I use the --no-cache switch because I ran into issues like what's described in this post. While this increases build times, it prevents me from scratching my head trying to figure out why the changes I clearly made didn't make it to the final image.

Moving Docker Images around

I have a dedicated server that is responsible for building Docker images, so after the images are built they have to go somewhere else so I can use them on other machines. I don't really use the Docker Registry yet, because I don't want my production images available publicly, and I can't justify the cost of a private hosted registry. Instead, I pass my images around in gzipped tarballs by taking advantage of the docker save and docker load commands.

Save Docker Image

I use these commands to save and prepare the image for transfer.

$ sudo docker save rustprooflabs/postgresql93 > postgresql93.tar
$ gzip postgresql93.tar

Use docker save to save a current image as a .tar file.

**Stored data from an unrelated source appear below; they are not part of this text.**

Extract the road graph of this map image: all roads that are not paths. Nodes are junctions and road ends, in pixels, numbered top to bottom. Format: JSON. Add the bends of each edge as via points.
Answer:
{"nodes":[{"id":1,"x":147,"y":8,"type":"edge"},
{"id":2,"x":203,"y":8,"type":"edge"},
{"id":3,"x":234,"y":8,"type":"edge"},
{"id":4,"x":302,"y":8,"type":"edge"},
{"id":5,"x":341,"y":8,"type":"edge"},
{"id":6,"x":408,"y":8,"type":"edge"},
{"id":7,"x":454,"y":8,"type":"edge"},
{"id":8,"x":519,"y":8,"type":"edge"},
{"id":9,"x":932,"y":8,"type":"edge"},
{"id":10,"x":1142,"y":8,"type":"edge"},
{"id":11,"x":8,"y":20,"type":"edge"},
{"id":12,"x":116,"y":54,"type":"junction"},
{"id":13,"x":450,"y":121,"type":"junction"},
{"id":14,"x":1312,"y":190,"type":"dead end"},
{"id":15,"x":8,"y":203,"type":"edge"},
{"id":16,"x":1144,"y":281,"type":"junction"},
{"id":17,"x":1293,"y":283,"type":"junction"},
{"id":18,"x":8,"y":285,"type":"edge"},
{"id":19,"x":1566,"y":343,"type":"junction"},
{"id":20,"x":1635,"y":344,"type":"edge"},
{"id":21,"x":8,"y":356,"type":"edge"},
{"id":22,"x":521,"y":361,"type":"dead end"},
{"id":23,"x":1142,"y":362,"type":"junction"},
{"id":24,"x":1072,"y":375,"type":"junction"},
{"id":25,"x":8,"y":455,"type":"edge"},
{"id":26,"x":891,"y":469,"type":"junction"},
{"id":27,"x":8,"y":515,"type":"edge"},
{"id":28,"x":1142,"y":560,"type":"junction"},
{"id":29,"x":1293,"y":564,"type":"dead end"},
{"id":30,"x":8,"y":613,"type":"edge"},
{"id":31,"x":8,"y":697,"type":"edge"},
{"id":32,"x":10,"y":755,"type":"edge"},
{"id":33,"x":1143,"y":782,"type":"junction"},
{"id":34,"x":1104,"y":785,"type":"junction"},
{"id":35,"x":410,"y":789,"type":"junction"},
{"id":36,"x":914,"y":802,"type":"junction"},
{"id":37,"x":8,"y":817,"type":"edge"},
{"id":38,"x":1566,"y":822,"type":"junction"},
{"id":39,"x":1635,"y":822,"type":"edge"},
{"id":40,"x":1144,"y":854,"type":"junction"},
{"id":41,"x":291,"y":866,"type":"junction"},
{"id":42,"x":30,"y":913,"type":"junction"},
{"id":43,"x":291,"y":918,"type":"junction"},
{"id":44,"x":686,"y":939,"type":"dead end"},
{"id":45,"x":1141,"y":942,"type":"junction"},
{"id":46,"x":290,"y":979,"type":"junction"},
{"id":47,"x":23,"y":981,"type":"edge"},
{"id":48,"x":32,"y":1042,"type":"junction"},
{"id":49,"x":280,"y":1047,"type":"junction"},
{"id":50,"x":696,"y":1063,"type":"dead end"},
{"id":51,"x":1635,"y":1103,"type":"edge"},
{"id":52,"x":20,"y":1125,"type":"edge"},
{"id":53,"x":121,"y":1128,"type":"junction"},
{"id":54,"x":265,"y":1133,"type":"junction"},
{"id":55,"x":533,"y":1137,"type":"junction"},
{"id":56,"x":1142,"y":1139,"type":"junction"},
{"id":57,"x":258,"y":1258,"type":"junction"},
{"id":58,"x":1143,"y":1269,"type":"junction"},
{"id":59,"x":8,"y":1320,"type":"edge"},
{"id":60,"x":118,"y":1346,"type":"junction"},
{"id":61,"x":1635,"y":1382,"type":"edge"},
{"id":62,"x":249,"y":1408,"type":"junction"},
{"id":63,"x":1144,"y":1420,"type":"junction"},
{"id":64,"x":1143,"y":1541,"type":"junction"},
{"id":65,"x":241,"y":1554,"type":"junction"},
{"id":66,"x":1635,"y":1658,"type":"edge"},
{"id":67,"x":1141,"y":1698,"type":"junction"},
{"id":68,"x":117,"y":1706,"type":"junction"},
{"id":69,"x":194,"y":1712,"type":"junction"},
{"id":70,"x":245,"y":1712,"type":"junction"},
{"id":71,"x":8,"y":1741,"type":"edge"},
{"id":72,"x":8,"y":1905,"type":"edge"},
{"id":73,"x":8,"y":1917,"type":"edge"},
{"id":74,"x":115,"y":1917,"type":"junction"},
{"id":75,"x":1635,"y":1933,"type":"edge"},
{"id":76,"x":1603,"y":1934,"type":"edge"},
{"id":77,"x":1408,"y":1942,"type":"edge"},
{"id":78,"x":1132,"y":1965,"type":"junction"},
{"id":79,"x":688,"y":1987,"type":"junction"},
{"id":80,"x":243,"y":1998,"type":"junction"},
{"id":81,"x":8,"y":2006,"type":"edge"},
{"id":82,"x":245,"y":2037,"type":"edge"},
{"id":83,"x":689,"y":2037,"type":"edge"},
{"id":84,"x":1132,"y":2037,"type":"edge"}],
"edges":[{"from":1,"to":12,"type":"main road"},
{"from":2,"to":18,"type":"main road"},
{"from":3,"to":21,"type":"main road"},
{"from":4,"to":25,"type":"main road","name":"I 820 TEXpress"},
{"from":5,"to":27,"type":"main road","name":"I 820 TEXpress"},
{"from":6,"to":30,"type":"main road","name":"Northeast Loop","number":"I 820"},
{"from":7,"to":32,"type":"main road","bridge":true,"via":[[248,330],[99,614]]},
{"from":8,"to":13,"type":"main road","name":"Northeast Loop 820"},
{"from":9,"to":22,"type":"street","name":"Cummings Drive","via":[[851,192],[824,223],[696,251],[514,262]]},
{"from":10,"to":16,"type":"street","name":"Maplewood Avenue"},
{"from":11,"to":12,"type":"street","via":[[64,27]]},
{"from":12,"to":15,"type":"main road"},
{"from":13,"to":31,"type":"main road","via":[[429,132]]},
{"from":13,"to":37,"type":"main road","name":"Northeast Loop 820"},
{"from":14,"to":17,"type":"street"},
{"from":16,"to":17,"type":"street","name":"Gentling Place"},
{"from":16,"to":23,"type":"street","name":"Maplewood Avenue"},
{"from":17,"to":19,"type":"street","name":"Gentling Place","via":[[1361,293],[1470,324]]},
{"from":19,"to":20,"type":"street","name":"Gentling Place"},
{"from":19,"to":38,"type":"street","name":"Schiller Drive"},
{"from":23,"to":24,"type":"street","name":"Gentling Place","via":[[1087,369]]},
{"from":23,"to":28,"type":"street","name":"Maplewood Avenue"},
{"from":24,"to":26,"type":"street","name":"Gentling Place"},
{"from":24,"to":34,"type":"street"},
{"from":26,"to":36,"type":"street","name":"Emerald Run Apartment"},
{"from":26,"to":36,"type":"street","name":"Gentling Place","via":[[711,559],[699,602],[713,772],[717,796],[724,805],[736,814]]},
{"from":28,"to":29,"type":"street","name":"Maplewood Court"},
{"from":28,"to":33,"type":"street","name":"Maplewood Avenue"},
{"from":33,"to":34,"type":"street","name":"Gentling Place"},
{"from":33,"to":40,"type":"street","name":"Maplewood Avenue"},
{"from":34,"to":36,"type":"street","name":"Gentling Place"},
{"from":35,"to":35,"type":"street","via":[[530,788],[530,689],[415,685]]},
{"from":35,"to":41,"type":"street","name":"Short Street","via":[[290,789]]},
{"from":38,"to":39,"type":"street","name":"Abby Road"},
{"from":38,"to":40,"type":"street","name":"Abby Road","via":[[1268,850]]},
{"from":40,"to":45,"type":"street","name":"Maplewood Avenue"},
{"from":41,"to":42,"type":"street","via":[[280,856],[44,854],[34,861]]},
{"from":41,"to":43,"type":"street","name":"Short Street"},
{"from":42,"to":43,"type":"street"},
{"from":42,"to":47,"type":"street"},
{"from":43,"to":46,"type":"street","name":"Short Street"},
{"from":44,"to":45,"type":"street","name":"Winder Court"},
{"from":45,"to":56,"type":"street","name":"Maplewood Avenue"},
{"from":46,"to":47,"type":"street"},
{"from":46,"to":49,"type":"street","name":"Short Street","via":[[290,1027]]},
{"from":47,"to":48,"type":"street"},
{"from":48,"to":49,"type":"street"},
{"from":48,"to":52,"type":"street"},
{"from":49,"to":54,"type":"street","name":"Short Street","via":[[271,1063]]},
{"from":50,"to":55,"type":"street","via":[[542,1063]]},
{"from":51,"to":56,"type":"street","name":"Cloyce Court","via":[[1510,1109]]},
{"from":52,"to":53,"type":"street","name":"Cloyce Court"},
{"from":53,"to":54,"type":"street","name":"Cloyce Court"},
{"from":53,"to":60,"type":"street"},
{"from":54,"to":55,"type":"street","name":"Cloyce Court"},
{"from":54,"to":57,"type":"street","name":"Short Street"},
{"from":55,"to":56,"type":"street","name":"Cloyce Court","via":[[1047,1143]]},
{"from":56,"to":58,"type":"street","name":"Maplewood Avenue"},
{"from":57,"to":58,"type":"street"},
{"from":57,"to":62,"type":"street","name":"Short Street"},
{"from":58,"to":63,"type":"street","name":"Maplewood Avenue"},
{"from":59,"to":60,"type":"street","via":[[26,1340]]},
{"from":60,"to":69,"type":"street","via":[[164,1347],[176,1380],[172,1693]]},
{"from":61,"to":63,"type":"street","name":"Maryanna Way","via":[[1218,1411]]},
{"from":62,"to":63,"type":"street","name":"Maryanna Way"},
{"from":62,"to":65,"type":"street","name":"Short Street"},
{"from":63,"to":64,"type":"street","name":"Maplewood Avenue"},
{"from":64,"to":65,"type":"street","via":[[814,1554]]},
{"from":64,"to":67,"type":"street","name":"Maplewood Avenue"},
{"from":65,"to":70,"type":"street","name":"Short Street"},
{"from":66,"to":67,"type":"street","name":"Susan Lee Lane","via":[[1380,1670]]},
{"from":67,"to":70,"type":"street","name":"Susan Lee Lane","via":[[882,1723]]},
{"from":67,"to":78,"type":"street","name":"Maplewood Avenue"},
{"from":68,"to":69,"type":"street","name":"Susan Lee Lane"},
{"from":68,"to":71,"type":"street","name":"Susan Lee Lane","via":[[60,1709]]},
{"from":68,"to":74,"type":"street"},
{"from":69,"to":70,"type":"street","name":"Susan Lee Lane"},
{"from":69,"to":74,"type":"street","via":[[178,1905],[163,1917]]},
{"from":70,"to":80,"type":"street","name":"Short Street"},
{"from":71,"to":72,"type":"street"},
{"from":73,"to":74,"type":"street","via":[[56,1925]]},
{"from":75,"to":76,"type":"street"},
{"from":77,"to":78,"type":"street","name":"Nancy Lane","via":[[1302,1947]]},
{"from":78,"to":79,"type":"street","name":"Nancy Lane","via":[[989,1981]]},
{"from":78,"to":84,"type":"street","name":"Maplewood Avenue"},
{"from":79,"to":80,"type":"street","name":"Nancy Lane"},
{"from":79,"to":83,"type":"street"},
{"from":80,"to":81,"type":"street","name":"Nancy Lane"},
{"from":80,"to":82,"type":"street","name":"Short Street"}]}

I choose to gzip the file to save on bandwidth; the originally saved .tar file was 473 MB while the .gz version weighed in at 162 MB. It's worth trimming 66% of the file size.

Percent differences are commonly miscalculated, so for reference:
(current - prior) / prior = % diff
Our example: (162 MB - 473 MB) / 473 MB = -0.658 = -66%

Transfer Image

I typically use a simple scp command to move files around.

$ scp postgresql93.tar.gz user@server:~/

Load Docker Image

After the image has been transferred to the target machine, decompress the file and load the image into Docker using docker load.

$ gunzip postgresql93.tar.gz
$ sudo docker load < postgresql93.tar

Running the PostgreSQL Container

It's finally time to test the container and run PostgreSQL. Notice that on the host side I'm only allowing localhost to connect to port 5567, which maps to the standard PostgreSQL port 5432. If you need to allow connections to be made from any IP, simply remove 127.0.0.1:.

sudo docker run -d --name=DEMO_postgres93 -p 127.0.0.1:5567:5432 rustprooflabs/postgresql93

Another option, to run in interactive mode for development or testing purposes:

sudo docker run -it -p 5567:5432 rustprooflabs/postgresql93

One headache with Docker is garbage collection, but in development environments where the data does not need to persist when the container is stopped feel free to add --rm to automatically remove the container when it's stopped.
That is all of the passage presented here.